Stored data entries
☆ ☆ ☆

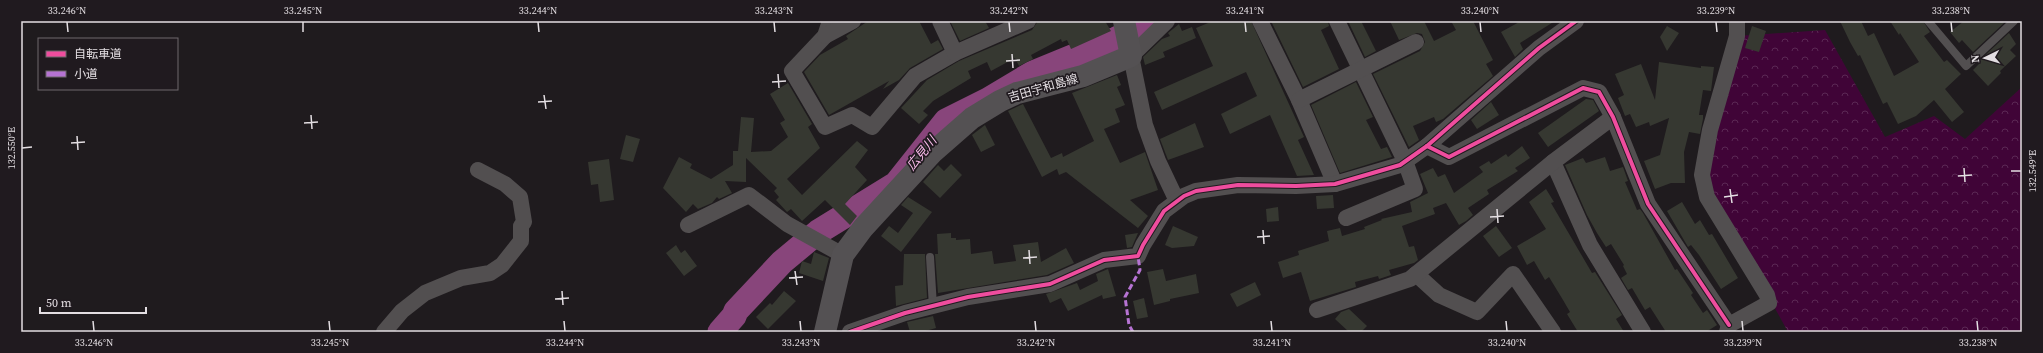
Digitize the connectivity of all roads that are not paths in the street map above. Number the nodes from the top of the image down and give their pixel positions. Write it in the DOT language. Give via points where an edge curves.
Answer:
graph roads {
  1 [pos="853,21"];
  2 [pos="940,21"];
  3 [pos="1167,21"];
  4 [pos="1260,21"];
  5 [pos="1337,21"];
  6 [pos="1576,21"];
  7 [pos="1738,21"];
  8 [pos="1928,21"];
  9 [pos="2014,21"];
  10 [pos="1124,22"];
  11 [pos="1019,23"];
  12 [pos="828,28"];
  13 [pos="1416,42"];
  14 [pos="1130,50"];
  15 [pos="955,53"];
  16 [pos="1361,70"];
  17 [pos="1299,100"];
  18 [pos="1613,117"];
  19 [pos="1427,146"];
  20 [pos="1405,162"];
  21 [pos="1553,162"];
  22 [pos="478,170"];
  23 [pos="1336,184"];
  24 [pos="1176,201"];
  25 [pos="1346,218"];
  26 [pos="688,225"];
  27 [pos="843,255"];
  28 [pos="930,257"];
  29 [pos="1416,274"];
  30 [pos="933,307"];
  31 [pos="1317,310"];
  32 [pos="1728,329"];
  33 [pos="384,332"];
  34 [pos="825,332"];
  35 [pos="850,332"];
  36 [pos="1553,332"];
  37 [pos="1644,332"];
  1 -- 12 [label="street"];
  2 -- 15 [label="street"];
  3 -- 14 [label="street"];
  4 -- 17 [label="street"];
  5 -- 16 [label="street"];
  6 -- 19 [label="street" via="1539,48"];
  7 -- 32 [label="street" via="1737,36 1710,130 1702,174 1707,197 1767,295 1769,303"];
  8 -- 9 [label="lane" via="1966,66"];
  10 -- 14 [label="main road"];
  11 -- 15 [label="street"];
  12 -- 15 [label="street" via="792,72 825,127 852,114 872,127 915,76"];
  13 -- 16 [label="street"];
  14 -- 24 [label="street" via="1145,125"];
  14 -- 27 [label="main road, 吉田宇和島線" via="1083,76 1017,93 1000,100 972,118 932,153 862,228"];
  16 -- 17 [label="street"];
  16 -- 20 [label="street"];
  17 -- 23 [label="street"];
  18 -- 19 [label="street" via="1599,92 1583,88 1449,157"];
  18 -- 21 [label="street"];
  18 -- 32 [label="street" via="1648,204"];
  19 -- 20 [label="street"];
  20 -- 23 [label="street"];
  20 -- 25 [label="street" via="1415,189"];
  21 -- 29 [label="street"];
  21 -- 37 [label="street" via="1590,245"];
  22 -- 33 [label="street" via="505,184 520,197 524,222 521,226 521,241 502,265 490,273 461,278 425,293 402,311"];
  23 -- 24 [label="street" via="1238,185 1196,191"];
  24 -- 30 [label="street" via="1164,211 1138,256 1104,260 1050,284 968,298"];
  26 -- 27 [label="street" via="749,195 787,224"];
  27 -- 34 [label="main road, 吉田宇和島線"];
  28 -- 30 [label="lane"];
  29 -- 31 [label="street" via="1410,279"];
  29 -- 36 [label="street" via="1439,295 1477,312 1513,274"];
  30 -- 35 [label="street" via="905,312"];
}
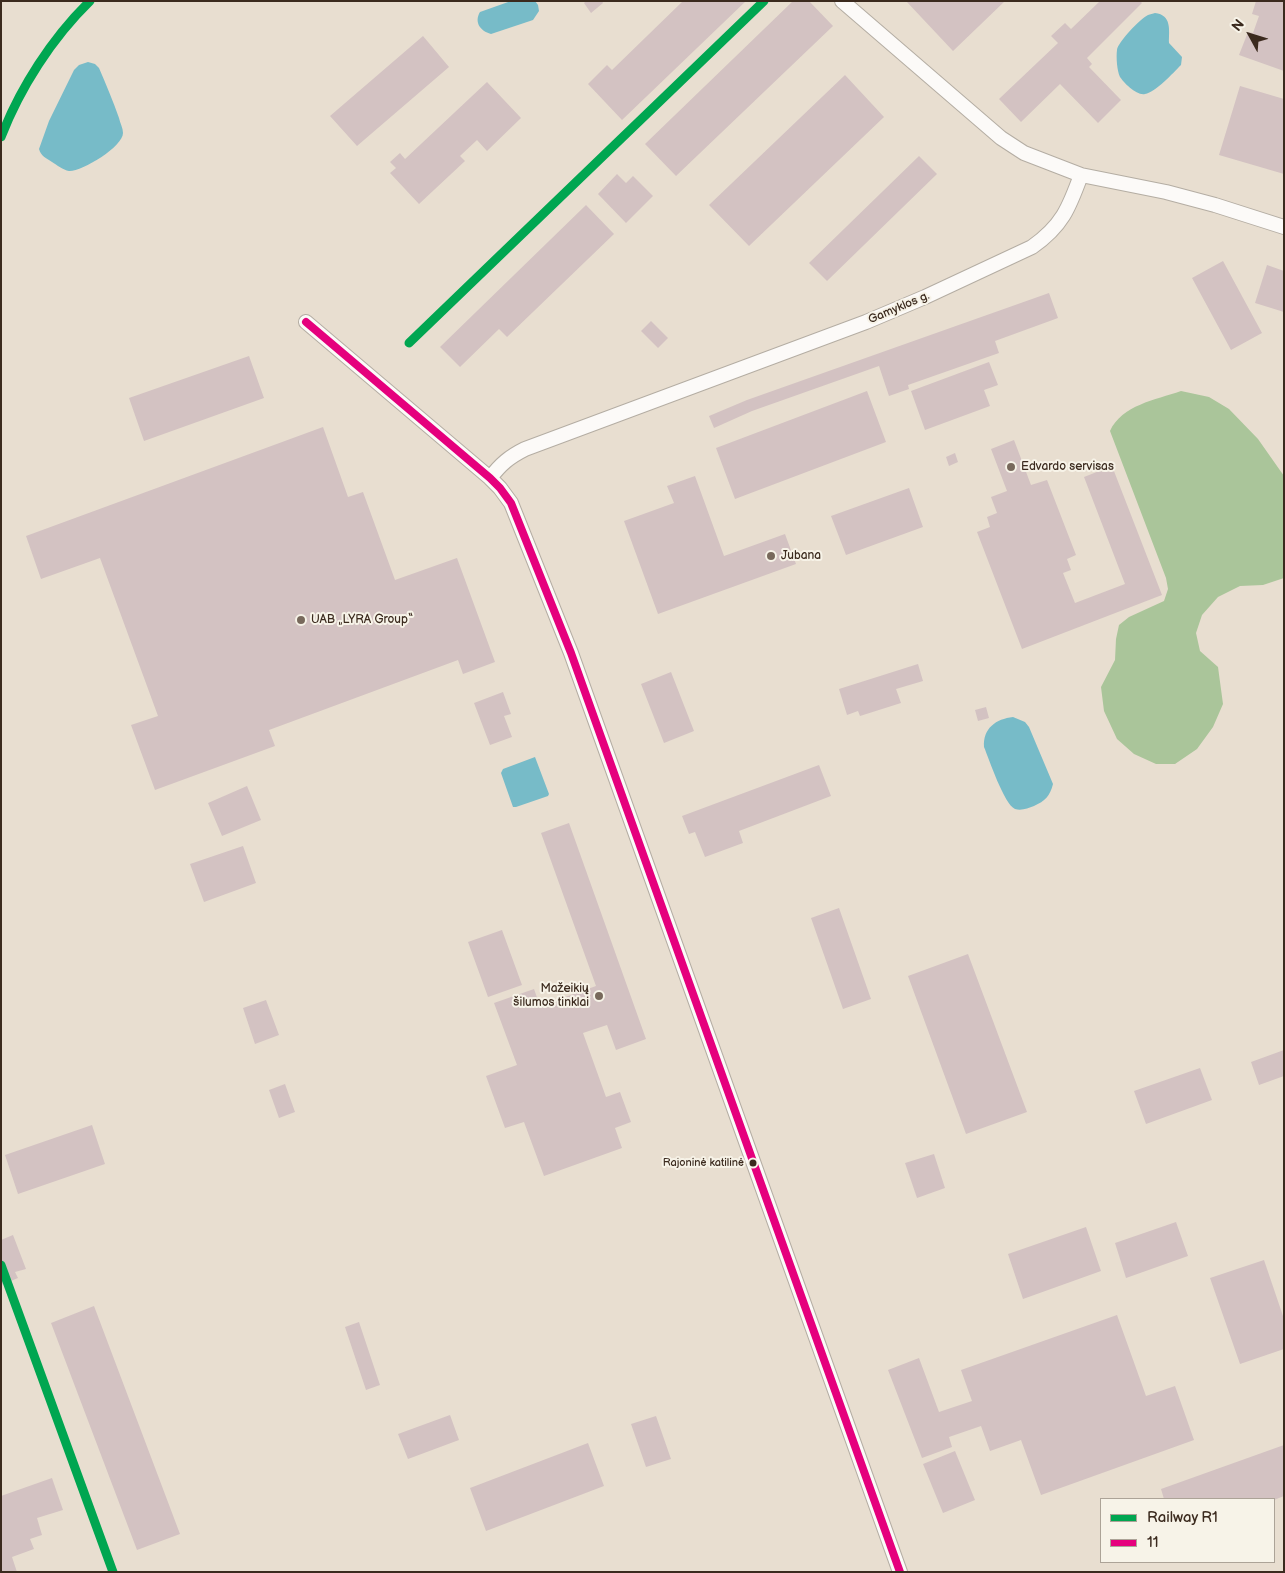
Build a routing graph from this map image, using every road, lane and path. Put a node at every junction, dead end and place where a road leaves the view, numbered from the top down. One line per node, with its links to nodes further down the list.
1 (842, 1): 2 (street)
2 (1081, 174): 3 (street); 5 (street, Gamyklos g.)
3 (1284, 227)
4 (306, 322): 5 (street)
5 (490, 478): 6 (street)
6 (900, 1572)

☆ ☆ ☆

What you hand back should match the entries above exactly, except that no picture appears.

Digitize the connectivity of all roads that are not paths in the street map above. Number the nodes from the top of the image down and give their pixel positions. Write it in the DOT language. Give via points where an edge curves.
Answer:
graph roads {
  1 [pos="853,21"];
  2 [pos="940,21"];
  3 [pos="1167,21"];
  4 [pos="1260,21"];
  5 [pos="1337,21"];
  6 [pos="1576,21"];
  7 [pos="1738,21"];
  8 [pos="1928,21"];
  9 [pos="2014,21"];
  10 [pos="1124,22"];
  11 [pos="1019,23"];
  12 [pos="828,28"];
  13 [pos="1416,42"];
  14 [pos="1130,50"];
  15 [pos="955,53"];
  16 [pos="1361,70"];
  17 [pos="1299,100"];
  18 [pos="1613,117"];
  19 [pos="1427,146"];
  20 [pos="1405,162"];
  21 [pos="1553,162"];
  22 [pos="478,170"];
  23 [pos="1336,184"];
  24 [pos="1176,201"];
  25 [pos="1346,218"];
  26 [pos="688,225"];
  27 [pos="843,255"];
  28 [pos="930,257"];
  29 [pos="1416,274"];
  30 [pos="933,307"];
  31 [pos="1317,310"];
  32 [pos="1728,329"];
  33 [pos="384,332"];
  34 [pos="825,332"];
  35 [pos="850,332"];
  36 [pos="1553,332"];
  37 [pos="1644,332"];
  1 -- 12 [label="street"];
  2 -- 15 [label="street"];
  3 -- 14 [label="street"];
  4 -- 17 [label="street"];
  5 -- 16 [label="street"];
  6 -- 19 [label="street" via="1539,48"];
  7 -- 32 [label="street" via="1737,36 1710,130 1702,174 1707,197 1767,295 1769,303"];
  8 -- 9 [label="lane" via="1966,66"];
  10 -- 14 [label="main road"];
  11 -- 15 [label="street"];
  12 -- 15 [label="street" via="792,72 825,127 852,114 872,127 915,76"];
  13 -- 16 [label="street"];
  14 -- 24 [label="street" via="1145,125"];
  14 -- 27 [label="main road, 吉田宇和島線" via="1083,76 1017,93 1000,100 972,118 932,153 862,228"];
  16 -- 17 [label="street"];
  16 -- 20 [label="street"];
  17 -- 23 [label="street"];
  18 -- 19 [label="street" via="1599,92 1583,88 1449,157"];
  18 -- 21 [label="street"];
  18 -- 32 [label="street" via="1648,204"];
  19 -- 20 [label="street"];
  20 -- 23 [label="street"];
  20 -- 25 [label="street" via="1415,189"];
  21 -- 29 [label="street"];
  21 -- 37 [label="street" via="1590,245"];
  22 -- 33 [label="street" via="505,184 520,197 524,222 521,226 521,241 502,265 490,273 461,278 425,293 402,311"];
  23 -- 24 [label="street" via="1238,185 1196,191"];
  24 -- 30 [label="street" via="1164,211 1138,256 1104,260 1050,284 968,298"];
  26 -- 27 [label="street" via="749,195 787,224"];
  27 -- 34 [label="main road, 吉田宇和島線"];
  28 -- 30 [label="lane"];
  29 -- 31 [label="street" via="1410,279"];
  29 -- 36 [label="street" via="1439,295 1477,312 1513,274"];
  30 -- 35 [label="street" via="905,312"];
}
Build a routing graph from this map image, using every road, lane and path. Put a node at every junction, dead end and place where a road leaves the view, numbered from the top down. One line per node, with its links to nodes further down the list.
1 (842, 1): 2 (street)
2 (1081, 174): 3 (street); 5 (street, Gamyklos g.)
3 (1284, 227)
4 (306, 322): 5 (street)
5 (490, 478): 6 (street)
6 (900, 1572)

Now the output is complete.